*** Opening Material for this exercise ***

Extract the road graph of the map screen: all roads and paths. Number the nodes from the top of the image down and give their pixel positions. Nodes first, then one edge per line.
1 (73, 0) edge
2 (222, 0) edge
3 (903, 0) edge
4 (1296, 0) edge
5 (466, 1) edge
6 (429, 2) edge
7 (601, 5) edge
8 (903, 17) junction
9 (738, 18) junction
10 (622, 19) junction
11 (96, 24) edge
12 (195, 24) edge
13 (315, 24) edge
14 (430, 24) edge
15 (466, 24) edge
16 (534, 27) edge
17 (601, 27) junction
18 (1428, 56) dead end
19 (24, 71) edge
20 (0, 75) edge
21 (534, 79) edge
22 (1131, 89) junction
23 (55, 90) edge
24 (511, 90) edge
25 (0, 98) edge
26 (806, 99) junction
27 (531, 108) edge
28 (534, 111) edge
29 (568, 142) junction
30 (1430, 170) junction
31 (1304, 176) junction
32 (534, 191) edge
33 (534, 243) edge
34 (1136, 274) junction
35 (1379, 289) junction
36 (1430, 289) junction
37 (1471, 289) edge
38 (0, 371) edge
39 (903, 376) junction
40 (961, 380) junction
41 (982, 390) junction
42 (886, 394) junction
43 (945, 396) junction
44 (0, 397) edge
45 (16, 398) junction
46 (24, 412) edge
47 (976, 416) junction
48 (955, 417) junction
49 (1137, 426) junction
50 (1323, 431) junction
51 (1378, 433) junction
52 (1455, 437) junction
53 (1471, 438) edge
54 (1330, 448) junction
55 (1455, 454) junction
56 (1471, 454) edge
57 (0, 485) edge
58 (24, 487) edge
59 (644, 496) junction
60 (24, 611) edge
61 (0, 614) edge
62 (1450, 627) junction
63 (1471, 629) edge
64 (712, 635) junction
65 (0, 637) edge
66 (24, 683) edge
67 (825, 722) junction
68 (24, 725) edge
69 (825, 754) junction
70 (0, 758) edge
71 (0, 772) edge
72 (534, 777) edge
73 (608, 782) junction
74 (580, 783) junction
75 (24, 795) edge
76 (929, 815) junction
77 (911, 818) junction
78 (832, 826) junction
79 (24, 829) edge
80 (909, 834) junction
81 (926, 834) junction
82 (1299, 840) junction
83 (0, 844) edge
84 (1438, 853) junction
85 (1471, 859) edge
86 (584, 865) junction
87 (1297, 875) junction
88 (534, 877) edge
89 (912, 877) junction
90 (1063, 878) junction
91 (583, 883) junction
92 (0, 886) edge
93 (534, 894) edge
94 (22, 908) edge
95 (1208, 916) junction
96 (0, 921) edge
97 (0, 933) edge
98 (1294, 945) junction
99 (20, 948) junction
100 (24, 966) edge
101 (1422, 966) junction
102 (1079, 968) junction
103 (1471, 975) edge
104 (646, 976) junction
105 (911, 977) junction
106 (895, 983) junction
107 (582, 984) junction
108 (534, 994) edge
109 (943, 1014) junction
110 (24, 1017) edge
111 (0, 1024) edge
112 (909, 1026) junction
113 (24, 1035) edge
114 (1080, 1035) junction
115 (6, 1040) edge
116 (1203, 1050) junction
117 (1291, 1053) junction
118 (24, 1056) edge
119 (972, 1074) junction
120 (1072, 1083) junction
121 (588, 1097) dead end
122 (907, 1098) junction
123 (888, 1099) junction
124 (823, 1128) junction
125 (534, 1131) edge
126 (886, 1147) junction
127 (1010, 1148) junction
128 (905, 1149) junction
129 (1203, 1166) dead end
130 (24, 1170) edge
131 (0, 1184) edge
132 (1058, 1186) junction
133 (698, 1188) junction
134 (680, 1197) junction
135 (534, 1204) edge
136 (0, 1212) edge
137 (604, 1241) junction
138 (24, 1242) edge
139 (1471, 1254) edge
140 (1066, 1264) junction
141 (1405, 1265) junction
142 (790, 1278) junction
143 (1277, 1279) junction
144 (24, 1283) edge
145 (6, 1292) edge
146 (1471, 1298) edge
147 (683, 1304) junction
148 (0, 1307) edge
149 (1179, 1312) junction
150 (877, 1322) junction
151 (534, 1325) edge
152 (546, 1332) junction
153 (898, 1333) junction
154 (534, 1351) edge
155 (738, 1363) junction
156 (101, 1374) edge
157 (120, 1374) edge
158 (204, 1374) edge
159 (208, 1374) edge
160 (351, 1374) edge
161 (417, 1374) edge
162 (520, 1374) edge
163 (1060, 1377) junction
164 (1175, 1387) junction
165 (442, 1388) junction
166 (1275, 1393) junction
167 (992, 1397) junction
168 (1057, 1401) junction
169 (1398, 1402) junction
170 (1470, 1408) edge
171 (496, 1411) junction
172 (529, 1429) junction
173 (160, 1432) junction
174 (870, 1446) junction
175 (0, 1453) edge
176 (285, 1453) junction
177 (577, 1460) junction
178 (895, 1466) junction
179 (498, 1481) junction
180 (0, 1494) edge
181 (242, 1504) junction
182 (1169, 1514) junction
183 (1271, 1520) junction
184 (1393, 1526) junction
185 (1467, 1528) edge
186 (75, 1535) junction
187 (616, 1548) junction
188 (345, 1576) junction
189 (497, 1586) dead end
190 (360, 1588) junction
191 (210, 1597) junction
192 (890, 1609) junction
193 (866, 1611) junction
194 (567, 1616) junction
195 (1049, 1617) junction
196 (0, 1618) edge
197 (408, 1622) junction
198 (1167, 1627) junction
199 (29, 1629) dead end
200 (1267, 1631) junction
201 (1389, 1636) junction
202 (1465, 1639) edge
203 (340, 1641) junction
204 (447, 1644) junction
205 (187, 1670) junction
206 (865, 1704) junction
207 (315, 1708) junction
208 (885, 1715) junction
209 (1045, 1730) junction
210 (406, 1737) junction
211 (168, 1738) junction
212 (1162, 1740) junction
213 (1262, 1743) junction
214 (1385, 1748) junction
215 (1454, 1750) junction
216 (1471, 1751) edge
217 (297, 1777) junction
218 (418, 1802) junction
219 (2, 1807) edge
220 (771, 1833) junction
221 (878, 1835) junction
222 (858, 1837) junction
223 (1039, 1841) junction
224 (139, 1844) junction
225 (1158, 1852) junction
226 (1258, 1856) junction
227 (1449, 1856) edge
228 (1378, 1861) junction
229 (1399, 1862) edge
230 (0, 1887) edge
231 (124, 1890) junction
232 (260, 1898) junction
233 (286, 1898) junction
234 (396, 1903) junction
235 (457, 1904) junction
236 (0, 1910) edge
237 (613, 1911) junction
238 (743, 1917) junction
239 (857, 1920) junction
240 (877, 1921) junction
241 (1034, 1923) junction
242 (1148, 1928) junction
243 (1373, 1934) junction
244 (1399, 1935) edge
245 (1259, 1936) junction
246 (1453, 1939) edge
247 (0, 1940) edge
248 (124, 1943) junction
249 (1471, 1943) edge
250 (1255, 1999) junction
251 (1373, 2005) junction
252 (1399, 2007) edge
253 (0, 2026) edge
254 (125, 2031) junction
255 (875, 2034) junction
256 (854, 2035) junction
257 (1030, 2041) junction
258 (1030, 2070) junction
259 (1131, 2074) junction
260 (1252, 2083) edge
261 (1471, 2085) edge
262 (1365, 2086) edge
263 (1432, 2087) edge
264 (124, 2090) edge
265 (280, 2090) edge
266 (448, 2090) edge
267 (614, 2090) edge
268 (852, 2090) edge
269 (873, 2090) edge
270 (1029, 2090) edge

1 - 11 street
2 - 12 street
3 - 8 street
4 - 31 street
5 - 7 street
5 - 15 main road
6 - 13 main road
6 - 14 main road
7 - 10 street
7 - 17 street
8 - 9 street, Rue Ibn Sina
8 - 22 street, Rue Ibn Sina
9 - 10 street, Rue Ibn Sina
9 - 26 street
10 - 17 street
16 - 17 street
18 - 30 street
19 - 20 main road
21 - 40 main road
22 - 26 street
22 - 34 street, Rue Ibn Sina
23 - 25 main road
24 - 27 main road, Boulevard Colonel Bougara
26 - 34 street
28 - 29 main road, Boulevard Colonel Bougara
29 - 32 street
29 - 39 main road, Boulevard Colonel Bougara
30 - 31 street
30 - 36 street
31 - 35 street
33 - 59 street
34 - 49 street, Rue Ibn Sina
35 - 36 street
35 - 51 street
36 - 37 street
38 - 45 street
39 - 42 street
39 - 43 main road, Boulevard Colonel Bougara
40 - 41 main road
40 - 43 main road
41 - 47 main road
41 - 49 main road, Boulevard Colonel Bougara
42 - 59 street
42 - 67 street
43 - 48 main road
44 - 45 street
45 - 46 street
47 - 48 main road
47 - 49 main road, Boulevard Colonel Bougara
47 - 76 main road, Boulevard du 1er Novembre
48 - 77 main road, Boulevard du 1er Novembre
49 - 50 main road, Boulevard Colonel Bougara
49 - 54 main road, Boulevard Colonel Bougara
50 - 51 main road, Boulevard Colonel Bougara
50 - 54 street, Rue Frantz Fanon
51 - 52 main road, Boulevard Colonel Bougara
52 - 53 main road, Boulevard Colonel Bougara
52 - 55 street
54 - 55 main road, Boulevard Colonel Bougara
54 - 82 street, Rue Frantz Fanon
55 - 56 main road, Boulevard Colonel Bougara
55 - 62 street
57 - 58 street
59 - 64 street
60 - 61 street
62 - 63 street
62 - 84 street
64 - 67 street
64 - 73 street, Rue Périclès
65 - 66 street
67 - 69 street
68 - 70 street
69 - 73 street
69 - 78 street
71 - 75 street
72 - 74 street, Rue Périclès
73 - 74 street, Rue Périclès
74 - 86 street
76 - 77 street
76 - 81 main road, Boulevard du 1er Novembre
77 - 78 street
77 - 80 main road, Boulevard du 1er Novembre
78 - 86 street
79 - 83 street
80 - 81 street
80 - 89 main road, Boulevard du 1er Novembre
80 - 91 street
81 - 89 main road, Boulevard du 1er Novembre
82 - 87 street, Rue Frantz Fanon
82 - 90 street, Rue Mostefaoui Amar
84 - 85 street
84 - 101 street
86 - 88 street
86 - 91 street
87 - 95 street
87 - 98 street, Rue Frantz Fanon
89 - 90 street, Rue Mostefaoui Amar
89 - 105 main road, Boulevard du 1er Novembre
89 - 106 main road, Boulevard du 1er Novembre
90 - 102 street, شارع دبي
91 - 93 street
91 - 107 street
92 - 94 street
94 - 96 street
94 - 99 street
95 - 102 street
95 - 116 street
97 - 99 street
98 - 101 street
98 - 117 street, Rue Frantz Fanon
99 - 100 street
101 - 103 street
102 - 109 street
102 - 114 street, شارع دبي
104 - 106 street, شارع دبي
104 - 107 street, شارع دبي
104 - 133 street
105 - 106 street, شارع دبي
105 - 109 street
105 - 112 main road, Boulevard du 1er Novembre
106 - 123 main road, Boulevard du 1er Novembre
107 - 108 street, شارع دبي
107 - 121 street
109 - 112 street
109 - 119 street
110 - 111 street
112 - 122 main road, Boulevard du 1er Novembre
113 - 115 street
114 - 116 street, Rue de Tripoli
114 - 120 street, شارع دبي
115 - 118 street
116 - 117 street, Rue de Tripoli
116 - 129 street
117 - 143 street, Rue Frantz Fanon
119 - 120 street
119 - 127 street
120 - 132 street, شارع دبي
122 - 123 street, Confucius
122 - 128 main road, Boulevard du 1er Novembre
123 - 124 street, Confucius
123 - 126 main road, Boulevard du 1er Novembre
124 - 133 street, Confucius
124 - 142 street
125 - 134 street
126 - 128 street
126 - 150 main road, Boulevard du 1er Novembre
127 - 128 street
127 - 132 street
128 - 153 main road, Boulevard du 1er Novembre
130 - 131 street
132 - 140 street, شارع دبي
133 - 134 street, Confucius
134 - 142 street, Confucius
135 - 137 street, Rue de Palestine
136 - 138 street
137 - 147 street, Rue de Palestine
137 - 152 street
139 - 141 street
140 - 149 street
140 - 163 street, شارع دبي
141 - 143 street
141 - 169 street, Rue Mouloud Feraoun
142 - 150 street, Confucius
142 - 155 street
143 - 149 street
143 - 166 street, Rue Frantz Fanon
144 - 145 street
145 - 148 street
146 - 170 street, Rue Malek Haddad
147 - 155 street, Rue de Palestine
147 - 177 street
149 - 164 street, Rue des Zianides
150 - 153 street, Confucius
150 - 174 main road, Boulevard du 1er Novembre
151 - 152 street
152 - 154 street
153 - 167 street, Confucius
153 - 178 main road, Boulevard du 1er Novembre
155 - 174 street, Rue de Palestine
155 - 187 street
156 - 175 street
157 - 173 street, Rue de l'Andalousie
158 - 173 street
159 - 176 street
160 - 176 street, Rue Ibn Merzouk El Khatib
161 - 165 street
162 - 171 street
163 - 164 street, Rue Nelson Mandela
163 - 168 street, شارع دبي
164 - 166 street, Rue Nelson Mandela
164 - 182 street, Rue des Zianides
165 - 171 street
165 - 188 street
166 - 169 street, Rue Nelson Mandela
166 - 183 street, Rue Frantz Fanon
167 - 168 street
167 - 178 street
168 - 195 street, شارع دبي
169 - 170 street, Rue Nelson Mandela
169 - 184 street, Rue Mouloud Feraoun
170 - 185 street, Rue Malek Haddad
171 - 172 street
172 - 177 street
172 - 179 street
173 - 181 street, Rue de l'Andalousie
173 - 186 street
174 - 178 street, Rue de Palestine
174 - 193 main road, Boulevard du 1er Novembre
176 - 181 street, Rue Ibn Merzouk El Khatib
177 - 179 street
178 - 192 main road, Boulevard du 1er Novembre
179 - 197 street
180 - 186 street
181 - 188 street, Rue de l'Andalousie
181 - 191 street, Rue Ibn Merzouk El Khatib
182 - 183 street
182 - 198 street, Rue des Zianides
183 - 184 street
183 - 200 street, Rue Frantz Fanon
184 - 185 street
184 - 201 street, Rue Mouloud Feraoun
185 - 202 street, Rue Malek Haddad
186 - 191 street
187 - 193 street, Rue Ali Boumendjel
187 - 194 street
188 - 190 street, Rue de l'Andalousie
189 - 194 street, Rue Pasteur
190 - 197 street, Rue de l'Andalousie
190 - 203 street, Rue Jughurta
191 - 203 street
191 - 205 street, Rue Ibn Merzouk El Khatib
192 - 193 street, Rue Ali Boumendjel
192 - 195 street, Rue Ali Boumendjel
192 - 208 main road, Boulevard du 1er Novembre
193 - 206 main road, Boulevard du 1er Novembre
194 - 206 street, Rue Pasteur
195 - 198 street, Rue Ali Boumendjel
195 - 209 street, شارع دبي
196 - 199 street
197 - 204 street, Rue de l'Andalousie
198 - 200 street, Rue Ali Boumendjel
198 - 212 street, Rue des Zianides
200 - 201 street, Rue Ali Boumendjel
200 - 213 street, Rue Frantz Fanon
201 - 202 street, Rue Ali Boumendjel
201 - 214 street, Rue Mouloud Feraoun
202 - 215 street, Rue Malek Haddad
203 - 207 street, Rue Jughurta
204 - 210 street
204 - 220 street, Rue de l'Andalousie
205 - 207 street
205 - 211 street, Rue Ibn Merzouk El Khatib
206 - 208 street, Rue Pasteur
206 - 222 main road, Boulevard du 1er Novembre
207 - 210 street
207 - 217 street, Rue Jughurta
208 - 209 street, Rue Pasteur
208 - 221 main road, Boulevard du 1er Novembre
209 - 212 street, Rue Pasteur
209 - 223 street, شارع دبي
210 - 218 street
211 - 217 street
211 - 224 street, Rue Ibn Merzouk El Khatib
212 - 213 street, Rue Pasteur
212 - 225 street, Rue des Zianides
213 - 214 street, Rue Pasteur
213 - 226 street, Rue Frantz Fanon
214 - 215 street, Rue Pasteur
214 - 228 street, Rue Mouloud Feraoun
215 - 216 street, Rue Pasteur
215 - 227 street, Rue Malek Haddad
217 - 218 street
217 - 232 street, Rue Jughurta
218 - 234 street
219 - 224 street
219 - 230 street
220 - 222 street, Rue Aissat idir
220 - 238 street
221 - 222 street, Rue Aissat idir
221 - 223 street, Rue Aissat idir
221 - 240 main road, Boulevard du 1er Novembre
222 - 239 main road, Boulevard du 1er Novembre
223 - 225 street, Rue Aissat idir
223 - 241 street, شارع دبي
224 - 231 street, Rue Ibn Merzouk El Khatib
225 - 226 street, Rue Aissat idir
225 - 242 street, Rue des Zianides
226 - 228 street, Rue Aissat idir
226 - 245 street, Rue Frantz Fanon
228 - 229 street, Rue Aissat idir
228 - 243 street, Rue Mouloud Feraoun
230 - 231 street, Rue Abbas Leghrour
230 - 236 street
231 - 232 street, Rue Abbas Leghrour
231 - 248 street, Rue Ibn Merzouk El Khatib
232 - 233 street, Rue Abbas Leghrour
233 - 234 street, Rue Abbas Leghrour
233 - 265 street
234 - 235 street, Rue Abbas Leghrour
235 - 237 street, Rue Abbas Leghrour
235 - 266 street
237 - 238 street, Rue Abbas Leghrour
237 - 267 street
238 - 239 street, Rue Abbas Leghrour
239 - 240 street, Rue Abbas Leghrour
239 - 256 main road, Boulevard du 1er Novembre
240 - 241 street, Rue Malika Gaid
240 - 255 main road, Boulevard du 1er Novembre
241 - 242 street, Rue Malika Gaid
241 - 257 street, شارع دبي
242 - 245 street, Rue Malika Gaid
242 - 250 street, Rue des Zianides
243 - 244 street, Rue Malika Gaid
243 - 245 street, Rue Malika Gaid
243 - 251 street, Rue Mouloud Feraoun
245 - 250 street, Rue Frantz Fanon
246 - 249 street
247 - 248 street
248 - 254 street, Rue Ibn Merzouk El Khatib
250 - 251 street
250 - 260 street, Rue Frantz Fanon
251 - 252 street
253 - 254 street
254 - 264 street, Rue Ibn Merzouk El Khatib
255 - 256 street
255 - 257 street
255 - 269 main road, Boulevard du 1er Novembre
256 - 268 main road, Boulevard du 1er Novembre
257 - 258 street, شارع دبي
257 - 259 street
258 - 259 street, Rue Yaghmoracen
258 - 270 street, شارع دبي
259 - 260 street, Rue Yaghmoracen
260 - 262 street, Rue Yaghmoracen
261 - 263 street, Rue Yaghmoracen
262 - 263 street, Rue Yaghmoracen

*** Closing Material for this exercise ***

» **Work to be completed**
Wherever the string "Aissat" shows up in the material, copy the line that holds it.

» **Response for this exercise**
220 - 222 street, Rue Aissat idir
221 - 222 street, Rue Aissat idir
221 - 223 street, Rue Aissat idir
223 - 225 street, Rue Aissat idir
225 - 226 street, Rue Aissat idir
226 - 228 street, Rue Aissat idir
228 - 229 street, Rue Aissat idir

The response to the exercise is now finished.